Büyükelçi Liu Shaobin, Çinli bir şirketin elektrikli araç Togg'un batarya tedarikçisi olduğunu hatırlatarak, “Açıkçası ben tedarikçinin patronuyla da sık sık görüşüyorum. Togg'un Çin-Türkiye ortak girişimi olmasından dolayı görüşüyorum. Türk tarafının tahminine göre Batarya Geliştirme ve Üretim Kampüsü, 10 yılda milli gelire 30 milyar avro, cari açığın azaltılmasına ise 10 milyar avronun üzerinde katkı sağlayacak, istihdama da 7 bin çalışanla destek verecektir. Bu yatırımla Türkiye'nin batarya teknolojilerinde güçlü bir oyuncu olmasını temin edecektir. Biz de Türkiye'nin yerli elektrikli araçlarının daha fazla gelişim elde etmesini memnuniyetle karşılıyoruz. Biz de ümit ederiz ki Türk tarafı ortak ruhla Çin tarafıyla iş birliği yapabilir” değerlendirmesini yaptı.
“Togg'un resmi olarak pazara girmesinden önce Çin'den ithal edilecek elektrikli otomobillere uygulanan yüzde 40'lık ilave gümrük vergisi Çin tarafını üzdü”
Shaobin, Togg'u henüz sürme şansı bulamadığını aktararak, “Büyükelçiliğin karşısında AVM var. Onun zemin katında bir Togg var. Orada gördüm.

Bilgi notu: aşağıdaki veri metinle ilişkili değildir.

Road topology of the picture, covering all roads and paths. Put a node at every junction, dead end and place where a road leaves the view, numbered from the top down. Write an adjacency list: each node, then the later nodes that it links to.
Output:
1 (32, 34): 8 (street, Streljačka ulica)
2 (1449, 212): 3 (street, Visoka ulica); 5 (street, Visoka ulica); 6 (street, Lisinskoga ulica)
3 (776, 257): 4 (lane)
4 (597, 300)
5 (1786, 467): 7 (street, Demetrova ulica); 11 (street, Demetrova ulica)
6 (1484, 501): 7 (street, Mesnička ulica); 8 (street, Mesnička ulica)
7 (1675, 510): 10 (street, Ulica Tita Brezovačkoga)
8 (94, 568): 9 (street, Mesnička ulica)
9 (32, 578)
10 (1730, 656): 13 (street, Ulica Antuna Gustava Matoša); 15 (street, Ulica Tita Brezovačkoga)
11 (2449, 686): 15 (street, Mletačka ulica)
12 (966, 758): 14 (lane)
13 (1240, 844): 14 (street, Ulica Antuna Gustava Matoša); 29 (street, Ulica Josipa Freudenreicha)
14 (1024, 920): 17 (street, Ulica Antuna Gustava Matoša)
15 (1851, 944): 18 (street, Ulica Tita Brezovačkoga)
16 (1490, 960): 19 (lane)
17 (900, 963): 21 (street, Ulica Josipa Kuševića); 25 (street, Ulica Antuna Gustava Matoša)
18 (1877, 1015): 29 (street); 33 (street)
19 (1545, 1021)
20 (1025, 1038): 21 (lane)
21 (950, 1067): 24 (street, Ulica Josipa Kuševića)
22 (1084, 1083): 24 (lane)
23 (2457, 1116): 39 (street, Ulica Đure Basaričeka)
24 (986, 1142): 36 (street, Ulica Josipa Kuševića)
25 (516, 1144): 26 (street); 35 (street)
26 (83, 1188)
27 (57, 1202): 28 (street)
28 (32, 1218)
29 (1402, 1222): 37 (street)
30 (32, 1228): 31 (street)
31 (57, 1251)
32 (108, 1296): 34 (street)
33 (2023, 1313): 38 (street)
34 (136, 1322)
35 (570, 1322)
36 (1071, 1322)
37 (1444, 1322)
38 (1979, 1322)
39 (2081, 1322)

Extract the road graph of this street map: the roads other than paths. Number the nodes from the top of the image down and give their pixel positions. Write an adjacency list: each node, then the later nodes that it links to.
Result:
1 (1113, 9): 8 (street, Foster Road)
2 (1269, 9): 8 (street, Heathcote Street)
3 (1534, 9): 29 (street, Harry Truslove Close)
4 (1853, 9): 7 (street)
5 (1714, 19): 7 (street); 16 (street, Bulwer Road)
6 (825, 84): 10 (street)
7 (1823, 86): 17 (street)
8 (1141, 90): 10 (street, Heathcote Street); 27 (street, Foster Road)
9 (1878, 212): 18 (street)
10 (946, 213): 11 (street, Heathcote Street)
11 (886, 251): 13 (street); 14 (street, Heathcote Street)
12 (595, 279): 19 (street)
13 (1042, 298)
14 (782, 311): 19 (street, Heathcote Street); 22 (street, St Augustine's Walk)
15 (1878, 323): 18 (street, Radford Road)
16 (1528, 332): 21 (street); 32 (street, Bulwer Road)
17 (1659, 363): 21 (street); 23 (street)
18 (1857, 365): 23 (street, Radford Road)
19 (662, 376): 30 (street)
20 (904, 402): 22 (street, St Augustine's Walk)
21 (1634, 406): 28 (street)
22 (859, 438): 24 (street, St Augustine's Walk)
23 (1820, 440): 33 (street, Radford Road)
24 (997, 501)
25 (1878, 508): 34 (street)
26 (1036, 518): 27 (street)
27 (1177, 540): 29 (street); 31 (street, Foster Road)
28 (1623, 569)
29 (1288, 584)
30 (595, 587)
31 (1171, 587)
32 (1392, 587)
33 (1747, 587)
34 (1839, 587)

Bu vesileyle Çin tarafını üzen bir şeyden bahsetmek istiyorum. Togg'un resmi olarak pazara girmesinden önce bu yıl 3 Mart'ta Türkiye bir karar aldı. Karara göre Çin'den ithal edilecek elektrikli otomobillere uygulanan ilave gümrük vergisi yüzde 40'a çıkarıldı. Çin ve Türkiye, Dünya Ticaret Örgütü'nün iki üyesidir. Türkiye diğer üyelere sadece yüzde 10 ila 20 arasında gümrük vergisi uyguluyor. Herhangi bir tarife uygulamıyor. Bu tür ayrımcı ticari koruma önlemleri iki ülkenin ticaret ortak ruhuna uymuyor” dedi.
“Çin, Ukrayna krizinin oluşturucusu değil”
Ukrayna-Rusya savaşından hiçbir kazanım çıkmayacağını söyleyen Büyükelçi Liu Shaobin, “Yaptırım ve baskı sadece savaşları ve krizleri artıracaktır. Çin, Ukrayna krizinin oluşturucusu değil. Aynı zamanda bunun direkt katılımcısı da değil. Çin tarafı olarak aslında daima savaşı kışkırtmak için bıçaklar vermiyoruz. Daima uluslararası adaleti korumak için kendi çabalarımızı sunmak istiyoruz. Çin tarafı olarak siyasi çözümle ilgili tavrımızı ortaya koyduk” dedi.
“Ukrayna krizini kullanarak Tayvan'a silah satmaya çalışıyorlar”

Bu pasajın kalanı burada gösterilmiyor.